Foi para pro­curar en­tender o lado negro que ha­bita o homem, «para for­necer do­cu­mentos para um es­tudo se­reno de al­guns as­pectos da alma hu­mana», para «contar, contra o es­que­ci­mento», que Primo Levi es­creveu o pun­gente li­belo acu­sa­tório que é Se Isto É Um Homem, no qual des­creve o inex­ce­dível horror por ele tes­te­mu­nhado e vi­vido no campo de con­cen­tração de Aus­chwitz, entre De­zembro de 1943 e 27 de Ja­neiro de 1945, data em que o Exér­cito Ver­melho ali chegou para li­bertar os pri­si­o­neiros que res­tavam na­quele campo de ex­ter­mínio.

Primo Levi faria de Se Isto é Um Homem (1947) uma adap­tação te­a­tral, em par­ceria com Pi­e­ral­berto Marché, pu­bli­cada em 1966 pela Ei­naudi. É a partir desta versão, que o en­ce­nador Ro­gério de Car­valho fez a adap­tação e en­cenou, com o rigor con­cep­tual, a in­te­li­gência, a sen­si­bi­li­dade que lhe re­co­nhe­cemos, o ta­lento como lê, dá forma e rein­venta os grandes textos, de Mo­liére a Ra­cine, de Tchekov a Strind­berg, este texto de Primo Levi que a Com­pa­nhia de Te­atro de Al­mada pro­duziu e in­te­grou nessa ver­da­deira Festa do Te­atro que é o Fes­tival de Te­atro de Al­mada, do qual se cumpre a 36ª. edição.

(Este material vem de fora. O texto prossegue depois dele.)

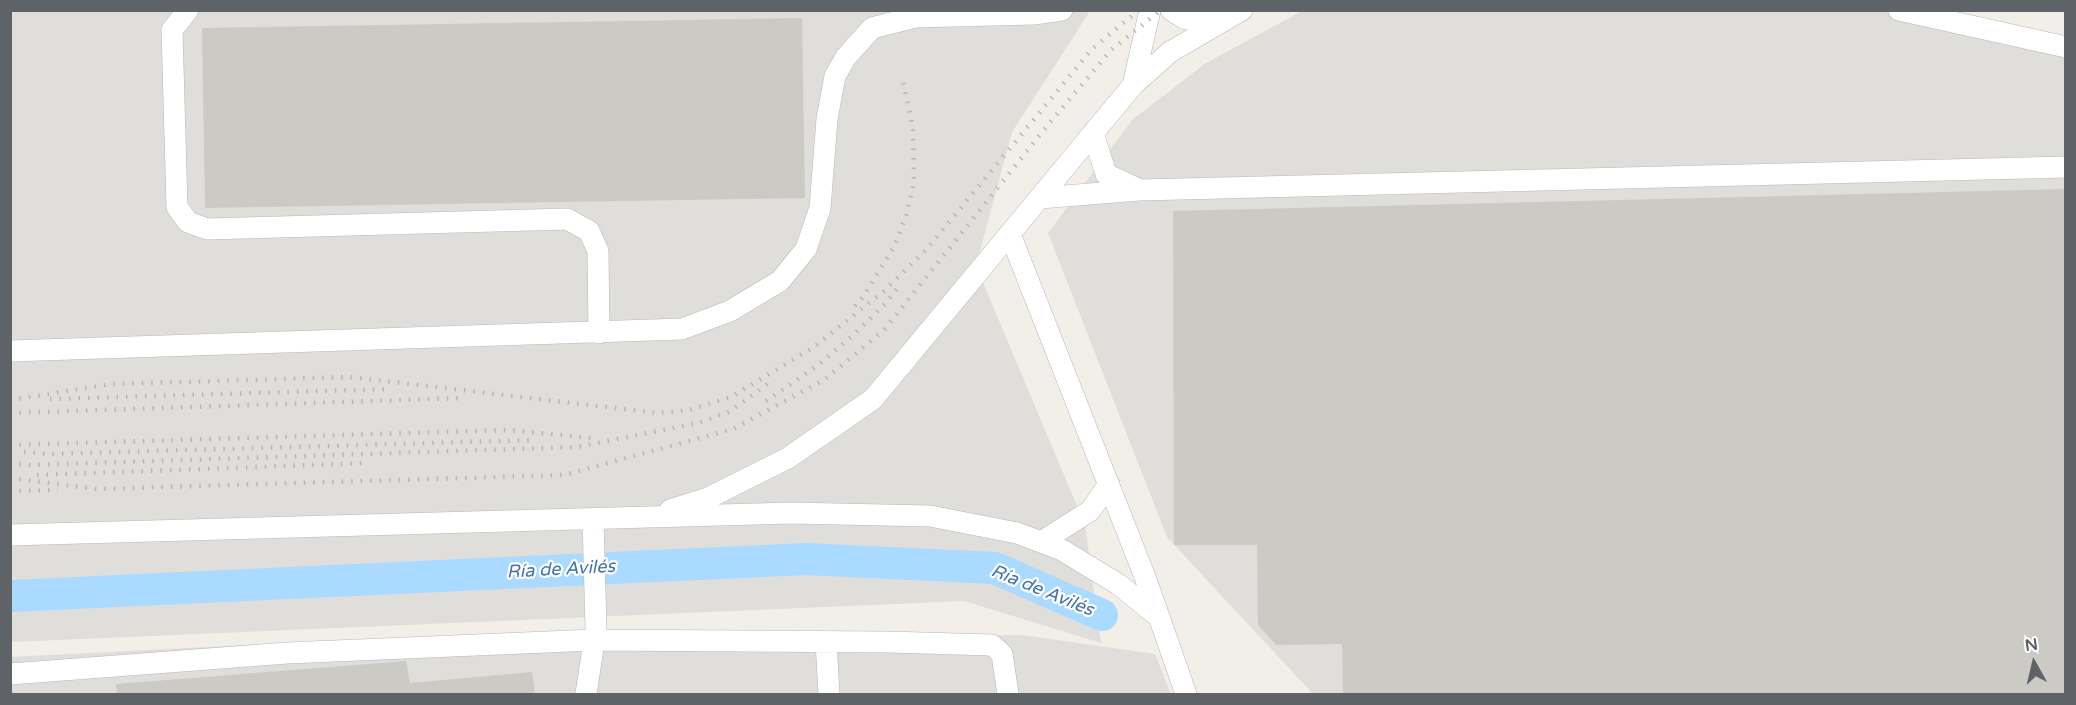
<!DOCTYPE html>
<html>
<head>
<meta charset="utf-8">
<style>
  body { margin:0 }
  #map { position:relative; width:2076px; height:705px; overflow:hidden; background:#f1efe8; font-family:"Varela Round",sans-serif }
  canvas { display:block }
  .frame { position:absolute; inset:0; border:12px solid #5f6368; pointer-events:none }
  .north { position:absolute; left:2004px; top:633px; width:60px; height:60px; -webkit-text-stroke:4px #fff; paint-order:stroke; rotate:352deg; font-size:16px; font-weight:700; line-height:24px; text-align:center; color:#5f6368 }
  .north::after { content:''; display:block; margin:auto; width:21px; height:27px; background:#5f6368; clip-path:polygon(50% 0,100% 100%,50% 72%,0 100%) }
</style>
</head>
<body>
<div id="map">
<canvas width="2076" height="705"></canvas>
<div class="frame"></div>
<div class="north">N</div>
</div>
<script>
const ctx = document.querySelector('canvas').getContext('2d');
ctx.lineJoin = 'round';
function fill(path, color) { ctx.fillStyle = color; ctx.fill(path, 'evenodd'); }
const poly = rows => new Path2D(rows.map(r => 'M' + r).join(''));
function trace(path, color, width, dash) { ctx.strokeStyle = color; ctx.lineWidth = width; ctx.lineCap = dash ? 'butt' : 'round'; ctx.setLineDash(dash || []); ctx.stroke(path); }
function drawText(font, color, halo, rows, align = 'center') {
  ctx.font = font + ' "Varela Round",sans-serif'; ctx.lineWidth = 4.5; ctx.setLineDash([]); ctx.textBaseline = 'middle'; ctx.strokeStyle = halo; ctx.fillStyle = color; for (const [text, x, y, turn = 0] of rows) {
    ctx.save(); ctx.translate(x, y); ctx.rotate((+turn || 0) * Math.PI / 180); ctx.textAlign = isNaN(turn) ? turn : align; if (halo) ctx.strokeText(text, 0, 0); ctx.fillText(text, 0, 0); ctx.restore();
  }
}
const industrial = poly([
  [1944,10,2065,39,2065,694,1313,694,1167,537,1048,233,1132,120,1206,63,1302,11],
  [10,11,1090,11,1012,132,976,266,1085,525,1101,643,964,601,11,642],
  [1022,635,1155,654,1171,694,11,694,11,657,342,640]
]);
const river = poly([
  [10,596,806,559,995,568,1102,615]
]);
const building = poly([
  [802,18,805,198,205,208,202,28],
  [2066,189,2066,694,1343,694,1342,644,1276,645,1258,625,1257,545,1174,545,1173,211],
  [406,661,410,683,532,672,535,694,117,694,116,684]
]);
const minor = poly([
  [188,10,172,30,177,207,188,222,207,229,567,219,589,231,598,251,599,333],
  [1171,10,1185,19,1225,16],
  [1899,10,2066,47],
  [1133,85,1170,52,1242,10],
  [1093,133,1106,174,1140,190,2066,167],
  [1040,198,1139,190],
  [1010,234,1145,577,1186,694],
  [10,351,682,329,730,311,780,281,806,249,820,208,827,119,835,76,846,57,872,28,915,17,1034,14,1062,10],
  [670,510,708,498,788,458,873,399,1133,85,1150,10],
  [10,535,791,513,930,516,1017,533,1062,550,1118,584,1159,617],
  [1041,542,1090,511,1109,484],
  [826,642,829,694],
  [10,674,287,653,594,640,888,642,992,645,1002,654,1008,694],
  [586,694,596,629,593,519]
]);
const rail = poly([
  [855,306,863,297,895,245,906,216,914,182,913,128,902,77],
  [50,399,389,389],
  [10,400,111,384,350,377,658,413,689,410,731,397,814,347,884,291,926,250,1092,49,1139,10],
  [766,401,817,366,851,337,885,304,899,286],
  [10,413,463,398],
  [10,445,508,430,592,438],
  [24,452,49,454,534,440],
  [10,463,29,465,577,447,698,423,729,412,773,380],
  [37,475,367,463],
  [10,478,97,489,564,475,733,429,824,380,884,330,1047,126,1111,50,1161,10],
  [10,491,58,490]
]);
const waterNames = [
  ["Ría de Avilés",561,570,-3],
  ["Ría de Avilés",1042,591,22]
];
fill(industrial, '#e0deda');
trace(river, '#aadaff', 32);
fill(building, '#cccac5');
trace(minor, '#b5b8bc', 22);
trace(minor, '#fff', 21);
trace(rail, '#b6b7b8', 4.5, [1.5, 8]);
drawText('italic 18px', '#4174aa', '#fff', waterNames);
</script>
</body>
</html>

Se Isto É Um Homem tem, na exem­plar versão de Ro­gério de Car­valho, a du­ração de uma hora e trinta mi­nutos. Tempo de ver­da­deiro êx­tase, da­queles ins­tantes má­gicos que só o grande Te­atro con­segue trans­portar, não apenas pelo po­de­roso e cruel tes­te­munho que as pa­la­vras de Primo Levi vei­culam – de uma sa­geza, de uma acu­ti­lância de bis­turi, que desce ao cerne da nossa con­dição para nos dizer os abismos e o lodo, para nos alertar sobre o pre­dador feroz que nos ha­bita – mas, so­bre­tudo, pelo modo como essas pa­la­vras são pri­mo­ro­sa­mente in­ter­pre­tadas por Cláudio da Silva, um actor de ex­cepção, de raras ca­pa­ci­dades téc­nicas, se­guro, sem uma he­si­tação, um des­lize, man­tendo ao longo do mo­nó­logo – numa más­cara pela qual per­passam, ir­re­pre­en­sí­veis de com­po­sição, a an­gústia, o de­sen­canto, o temor, a raiva, a es­pe­rança –, o pú­blico preso aos mo­vi­mentos, ao ar­rastar do corpo, aos tempos, aos si­lên­cios, às mo­du­la­ções da voz que nos so­bres­salta e seduz. Uma in­ter­pre­tação no­tável.

De su­bli­nhar o mag­ní­fico ce­nário de Ma­nuel Graça Dias e Egas José Vi­eira e o de­senho de luz de Gui­lherme Frazão, que con­tri­buíram para criar a at­mos­fera opres­siva e con­cen­tra­ci­o­nária que o texto de Primo Levi exige.